▸ Problem to work on
Take from the data every line in which the word "Right" is found.

▸ Information supplied
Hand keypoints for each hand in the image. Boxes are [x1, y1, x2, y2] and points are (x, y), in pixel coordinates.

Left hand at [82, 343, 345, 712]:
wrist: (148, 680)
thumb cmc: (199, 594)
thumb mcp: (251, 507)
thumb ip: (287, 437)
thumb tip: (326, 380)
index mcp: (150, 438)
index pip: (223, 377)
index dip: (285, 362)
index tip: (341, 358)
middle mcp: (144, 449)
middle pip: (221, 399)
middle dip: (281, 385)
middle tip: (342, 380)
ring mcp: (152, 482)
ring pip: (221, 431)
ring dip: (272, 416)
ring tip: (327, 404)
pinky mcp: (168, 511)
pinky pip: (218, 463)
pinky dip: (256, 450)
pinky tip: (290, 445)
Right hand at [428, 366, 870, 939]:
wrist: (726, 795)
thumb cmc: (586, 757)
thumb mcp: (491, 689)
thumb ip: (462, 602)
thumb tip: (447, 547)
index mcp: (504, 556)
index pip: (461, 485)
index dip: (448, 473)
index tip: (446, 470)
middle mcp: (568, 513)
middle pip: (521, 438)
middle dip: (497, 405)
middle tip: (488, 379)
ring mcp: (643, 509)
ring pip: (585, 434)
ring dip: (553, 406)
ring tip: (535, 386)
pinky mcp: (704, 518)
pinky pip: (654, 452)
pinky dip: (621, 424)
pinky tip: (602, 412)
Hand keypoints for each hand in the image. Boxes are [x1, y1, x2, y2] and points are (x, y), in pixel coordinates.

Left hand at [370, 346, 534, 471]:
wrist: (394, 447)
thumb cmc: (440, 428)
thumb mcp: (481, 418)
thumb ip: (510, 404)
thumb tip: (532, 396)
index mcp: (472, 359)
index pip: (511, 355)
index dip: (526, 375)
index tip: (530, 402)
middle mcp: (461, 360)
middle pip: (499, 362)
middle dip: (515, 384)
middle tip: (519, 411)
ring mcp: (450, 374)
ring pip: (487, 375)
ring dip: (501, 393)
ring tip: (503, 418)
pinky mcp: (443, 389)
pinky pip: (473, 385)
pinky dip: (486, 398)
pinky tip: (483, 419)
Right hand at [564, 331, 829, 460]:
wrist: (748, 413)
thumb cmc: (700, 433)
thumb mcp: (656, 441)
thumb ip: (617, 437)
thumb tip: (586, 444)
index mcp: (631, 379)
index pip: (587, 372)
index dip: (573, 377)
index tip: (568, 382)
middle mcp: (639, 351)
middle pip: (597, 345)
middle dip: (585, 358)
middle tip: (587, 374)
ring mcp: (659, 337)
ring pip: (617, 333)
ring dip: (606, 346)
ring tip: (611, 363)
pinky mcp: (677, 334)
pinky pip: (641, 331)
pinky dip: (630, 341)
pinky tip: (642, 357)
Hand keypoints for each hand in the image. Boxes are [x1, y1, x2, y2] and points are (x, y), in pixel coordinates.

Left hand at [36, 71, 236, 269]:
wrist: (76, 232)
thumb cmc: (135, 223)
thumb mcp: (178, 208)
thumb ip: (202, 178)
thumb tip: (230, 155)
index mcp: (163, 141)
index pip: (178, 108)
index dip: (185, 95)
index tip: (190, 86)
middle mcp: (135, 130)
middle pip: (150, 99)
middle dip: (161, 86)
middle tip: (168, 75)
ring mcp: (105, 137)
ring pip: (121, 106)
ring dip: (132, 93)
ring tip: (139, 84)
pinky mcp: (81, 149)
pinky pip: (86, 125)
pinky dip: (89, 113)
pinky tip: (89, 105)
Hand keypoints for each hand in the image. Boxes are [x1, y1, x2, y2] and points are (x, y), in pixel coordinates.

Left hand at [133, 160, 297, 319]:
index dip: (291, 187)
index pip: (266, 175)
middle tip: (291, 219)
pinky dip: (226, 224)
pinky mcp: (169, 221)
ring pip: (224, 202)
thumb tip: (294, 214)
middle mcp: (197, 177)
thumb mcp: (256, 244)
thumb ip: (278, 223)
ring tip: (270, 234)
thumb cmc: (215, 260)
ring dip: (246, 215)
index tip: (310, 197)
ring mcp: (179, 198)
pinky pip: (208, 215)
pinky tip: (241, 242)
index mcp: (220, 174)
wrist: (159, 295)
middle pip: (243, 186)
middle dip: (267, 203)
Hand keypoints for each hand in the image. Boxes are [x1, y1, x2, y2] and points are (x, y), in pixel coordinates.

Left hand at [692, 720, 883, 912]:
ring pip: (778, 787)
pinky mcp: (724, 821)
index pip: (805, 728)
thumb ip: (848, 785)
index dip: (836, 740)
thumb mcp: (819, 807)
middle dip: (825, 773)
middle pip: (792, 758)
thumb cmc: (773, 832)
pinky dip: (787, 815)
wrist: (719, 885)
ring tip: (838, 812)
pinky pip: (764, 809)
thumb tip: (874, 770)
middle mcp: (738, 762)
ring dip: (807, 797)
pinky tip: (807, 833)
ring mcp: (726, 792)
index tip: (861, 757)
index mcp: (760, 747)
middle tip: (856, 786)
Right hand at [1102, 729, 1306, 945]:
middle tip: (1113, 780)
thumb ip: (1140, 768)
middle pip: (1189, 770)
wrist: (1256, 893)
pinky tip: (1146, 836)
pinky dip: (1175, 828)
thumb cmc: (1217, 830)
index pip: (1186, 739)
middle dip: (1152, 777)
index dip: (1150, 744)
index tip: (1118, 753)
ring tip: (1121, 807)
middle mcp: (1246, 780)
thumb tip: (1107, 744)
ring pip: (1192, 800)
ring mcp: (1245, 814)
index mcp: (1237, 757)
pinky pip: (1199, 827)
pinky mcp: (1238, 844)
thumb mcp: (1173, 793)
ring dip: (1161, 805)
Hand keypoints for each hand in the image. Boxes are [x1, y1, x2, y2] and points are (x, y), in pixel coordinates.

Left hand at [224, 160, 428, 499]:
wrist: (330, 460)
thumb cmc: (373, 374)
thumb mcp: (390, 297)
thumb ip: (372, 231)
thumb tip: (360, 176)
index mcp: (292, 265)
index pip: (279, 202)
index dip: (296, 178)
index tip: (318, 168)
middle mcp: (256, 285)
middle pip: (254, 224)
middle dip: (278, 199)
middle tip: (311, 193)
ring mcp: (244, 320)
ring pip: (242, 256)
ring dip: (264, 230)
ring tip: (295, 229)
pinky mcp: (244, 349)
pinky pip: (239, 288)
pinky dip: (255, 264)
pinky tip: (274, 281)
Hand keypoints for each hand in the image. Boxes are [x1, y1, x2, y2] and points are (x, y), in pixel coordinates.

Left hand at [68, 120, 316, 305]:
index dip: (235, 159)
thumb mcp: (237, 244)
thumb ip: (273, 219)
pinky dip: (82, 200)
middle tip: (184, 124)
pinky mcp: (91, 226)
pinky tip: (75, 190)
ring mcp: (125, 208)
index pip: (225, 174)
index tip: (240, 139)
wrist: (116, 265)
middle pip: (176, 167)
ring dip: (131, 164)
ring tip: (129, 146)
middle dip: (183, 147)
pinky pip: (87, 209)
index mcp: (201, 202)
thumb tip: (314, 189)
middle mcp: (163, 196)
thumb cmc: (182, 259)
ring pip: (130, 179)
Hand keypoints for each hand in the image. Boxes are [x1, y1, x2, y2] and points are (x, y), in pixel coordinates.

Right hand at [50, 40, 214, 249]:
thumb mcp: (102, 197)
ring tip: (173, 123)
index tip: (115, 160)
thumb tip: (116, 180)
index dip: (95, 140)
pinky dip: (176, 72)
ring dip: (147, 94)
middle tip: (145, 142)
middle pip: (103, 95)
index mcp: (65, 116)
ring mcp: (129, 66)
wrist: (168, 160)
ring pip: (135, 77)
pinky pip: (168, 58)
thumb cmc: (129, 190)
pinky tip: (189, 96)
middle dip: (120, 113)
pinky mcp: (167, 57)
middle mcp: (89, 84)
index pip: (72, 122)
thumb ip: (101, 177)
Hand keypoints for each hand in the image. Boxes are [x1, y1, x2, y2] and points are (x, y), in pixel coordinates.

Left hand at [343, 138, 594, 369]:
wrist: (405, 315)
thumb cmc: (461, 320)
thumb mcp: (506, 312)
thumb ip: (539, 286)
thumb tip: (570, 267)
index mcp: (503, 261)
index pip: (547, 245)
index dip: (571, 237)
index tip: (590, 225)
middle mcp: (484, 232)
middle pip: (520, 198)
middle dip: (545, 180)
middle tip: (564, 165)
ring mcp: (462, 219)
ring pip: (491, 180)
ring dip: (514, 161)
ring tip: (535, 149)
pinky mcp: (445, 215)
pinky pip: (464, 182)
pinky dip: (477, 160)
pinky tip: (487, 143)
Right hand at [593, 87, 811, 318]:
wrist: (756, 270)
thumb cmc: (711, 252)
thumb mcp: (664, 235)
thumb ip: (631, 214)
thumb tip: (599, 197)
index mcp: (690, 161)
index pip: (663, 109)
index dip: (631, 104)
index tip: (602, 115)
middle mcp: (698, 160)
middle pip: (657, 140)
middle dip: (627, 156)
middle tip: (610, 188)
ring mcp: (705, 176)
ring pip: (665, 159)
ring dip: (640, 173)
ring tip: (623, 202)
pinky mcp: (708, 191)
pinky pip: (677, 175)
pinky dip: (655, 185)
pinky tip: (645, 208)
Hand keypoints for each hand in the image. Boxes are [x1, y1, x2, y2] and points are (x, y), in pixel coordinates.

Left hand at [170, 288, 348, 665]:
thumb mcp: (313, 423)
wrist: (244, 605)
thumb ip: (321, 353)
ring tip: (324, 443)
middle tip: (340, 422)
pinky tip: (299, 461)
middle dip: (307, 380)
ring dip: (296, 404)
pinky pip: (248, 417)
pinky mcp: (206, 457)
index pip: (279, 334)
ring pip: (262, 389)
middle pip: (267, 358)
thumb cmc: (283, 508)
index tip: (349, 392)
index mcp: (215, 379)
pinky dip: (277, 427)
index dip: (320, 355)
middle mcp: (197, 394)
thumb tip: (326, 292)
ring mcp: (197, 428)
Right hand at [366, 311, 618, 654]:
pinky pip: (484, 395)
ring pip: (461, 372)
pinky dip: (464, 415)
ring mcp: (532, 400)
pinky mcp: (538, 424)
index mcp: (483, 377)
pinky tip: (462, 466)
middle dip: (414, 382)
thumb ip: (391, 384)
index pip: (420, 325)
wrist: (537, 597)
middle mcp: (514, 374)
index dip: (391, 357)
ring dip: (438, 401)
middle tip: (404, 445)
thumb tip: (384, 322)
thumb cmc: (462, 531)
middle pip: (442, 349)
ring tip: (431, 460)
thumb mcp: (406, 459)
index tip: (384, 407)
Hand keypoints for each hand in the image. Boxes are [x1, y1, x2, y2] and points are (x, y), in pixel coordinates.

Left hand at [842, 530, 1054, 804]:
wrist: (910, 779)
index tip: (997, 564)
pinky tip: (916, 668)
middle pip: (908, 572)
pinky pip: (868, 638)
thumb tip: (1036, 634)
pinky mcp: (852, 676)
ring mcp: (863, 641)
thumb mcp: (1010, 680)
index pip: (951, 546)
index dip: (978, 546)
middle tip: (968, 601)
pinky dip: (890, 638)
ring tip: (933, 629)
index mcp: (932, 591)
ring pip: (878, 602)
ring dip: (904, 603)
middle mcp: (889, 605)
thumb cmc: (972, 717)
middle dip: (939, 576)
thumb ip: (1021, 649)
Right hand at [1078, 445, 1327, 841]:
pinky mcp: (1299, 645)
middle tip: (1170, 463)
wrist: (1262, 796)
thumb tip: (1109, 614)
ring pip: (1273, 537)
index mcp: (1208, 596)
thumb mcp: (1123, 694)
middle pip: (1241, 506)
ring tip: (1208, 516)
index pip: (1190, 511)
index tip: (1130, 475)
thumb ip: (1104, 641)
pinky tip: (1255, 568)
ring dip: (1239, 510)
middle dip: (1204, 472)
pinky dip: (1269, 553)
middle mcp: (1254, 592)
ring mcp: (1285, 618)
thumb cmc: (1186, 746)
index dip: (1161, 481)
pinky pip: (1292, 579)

▸ Task output
Right hand at [428, 366, 870, 939]:
Right hand at [564, 331, 829, 460]:
Right hand at [1102, 729, 1306, 945]:
Right hand at [50, 40, 214, 249]:
Right hand at [593, 87, 811, 318]:
Right hand at [366, 311, 618, 654]:
Right hand at [1078, 445, 1327, 841]:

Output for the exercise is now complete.